# EXERCISE
Down to the last line, reproduce the data below exactly.

# DATA RECORDS
----

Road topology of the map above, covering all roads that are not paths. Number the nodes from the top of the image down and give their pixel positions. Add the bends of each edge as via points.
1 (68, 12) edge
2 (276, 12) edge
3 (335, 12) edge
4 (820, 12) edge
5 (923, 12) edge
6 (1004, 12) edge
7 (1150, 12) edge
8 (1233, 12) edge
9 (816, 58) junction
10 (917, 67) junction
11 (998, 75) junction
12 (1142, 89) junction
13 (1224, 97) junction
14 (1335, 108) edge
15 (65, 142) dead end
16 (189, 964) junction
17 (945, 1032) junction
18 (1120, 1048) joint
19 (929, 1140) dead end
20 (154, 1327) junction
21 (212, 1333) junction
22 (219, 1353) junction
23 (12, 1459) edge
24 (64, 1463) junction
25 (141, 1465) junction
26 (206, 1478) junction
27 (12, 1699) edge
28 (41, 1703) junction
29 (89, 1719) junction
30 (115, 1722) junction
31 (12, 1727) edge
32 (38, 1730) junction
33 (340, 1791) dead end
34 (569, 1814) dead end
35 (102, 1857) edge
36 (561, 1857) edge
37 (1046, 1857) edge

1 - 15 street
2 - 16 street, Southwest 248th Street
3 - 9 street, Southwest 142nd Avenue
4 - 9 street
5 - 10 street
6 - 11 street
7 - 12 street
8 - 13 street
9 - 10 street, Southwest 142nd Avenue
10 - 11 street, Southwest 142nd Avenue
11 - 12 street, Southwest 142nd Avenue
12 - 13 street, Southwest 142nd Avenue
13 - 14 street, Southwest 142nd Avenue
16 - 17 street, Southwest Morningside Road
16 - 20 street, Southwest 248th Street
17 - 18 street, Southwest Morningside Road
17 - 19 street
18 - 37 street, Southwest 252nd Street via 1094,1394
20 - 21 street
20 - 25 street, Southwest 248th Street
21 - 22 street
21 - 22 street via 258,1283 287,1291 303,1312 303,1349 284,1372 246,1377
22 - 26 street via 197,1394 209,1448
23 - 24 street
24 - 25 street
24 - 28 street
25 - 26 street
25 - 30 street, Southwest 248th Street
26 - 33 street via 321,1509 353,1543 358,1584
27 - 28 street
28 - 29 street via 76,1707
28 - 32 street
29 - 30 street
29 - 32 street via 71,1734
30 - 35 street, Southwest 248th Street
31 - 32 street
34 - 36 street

----

# TASK OUTPUT
Road topology of the map above, covering all roads that are not paths. Number the nodes from the top of the image down and give their pixel positions. Add the bends of each edge as via points.
1 (68, 12) edge
2 (276, 12) edge
3 (335, 12) edge
4 (820, 12) edge
5 (923, 12) edge
6 (1004, 12) edge
7 (1150, 12) edge
8 (1233, 12) edge
9 (816, 58) junction
10 (917, 67) junction
11 (998, 75) junction
12 (1142, 89) junction
13 (1224, 97) junction
14 (1335, 108) edge
15 (65, 142) dead end
16 (189, 964) junction
17 (945, 1032) junction
18 (1120, 1048) joint
19 (929, 1140) dead end
20 (154, 1327) junction
21 (212, 1333) junction
22 (219, 1353) junction
23 (12, 1459) edge
24 (64, 1463) junction
25 (141, 1465) junction
26 (206, 1478) junction
27 (12, 1699) edge
28 (41, 1703) junction
29 (89, 1719) junction
30 (115, 1722) junction
31 (12, 1727) edge
32 (38, 1730) junction
33 (340, 1791) dead end
34 (569, 1814) dead end
35 (102, 1857) edge
36 (561, 1857) edge
37 (1046, 1857) edge

1 - 15 street
2 - 16 street, Southwest 248th Street
3 - 9 street, Southwest 142nd Avenue
4 - 9 street
5 - 10 street
6 - 11 street
7 - 12 street
8 - 13 street
9 - 10 street, Southwest 142nd Avenue
10 - 11 street, Southwest 142nd Avenue
11 - 12 street, Southwest 142nd Avenue
12 - 13 street, Southwest 142nd Avenue
13 - 14 street, Southwest 142nd Avenue
16 - 17 street, Southwest Morningside Road
16 - 20 street, Southwest 248th Street
17 - 18 street, Southwest Morningside Road
17 - 19 street
18 - 37 street, Southwest 252nd Street via 1094,1394
20 - 21 street
20 - 25 street, Southwest 248th Street
21 - 22 street
21 - 22 street via 258,1283 287,1291 303,1312 303,1349 284,1372 246,1377
22 - 26 street via 197,1394 209,1448
23 - 24 street
24 - 25 street
24 - 28 street
25 - 26 street
25 - 30 street, Southwest 248th Street
26 - 33 street via 321,1509 353,1543 358,1584
27 - 28 street
28 - 29 street via 76,1707
28 - 32 street
29 - 30 street
29 - 32 street via 71,1734
30 - 35 street, Southwest 248th Street
31 - 32 street
34 - 36 street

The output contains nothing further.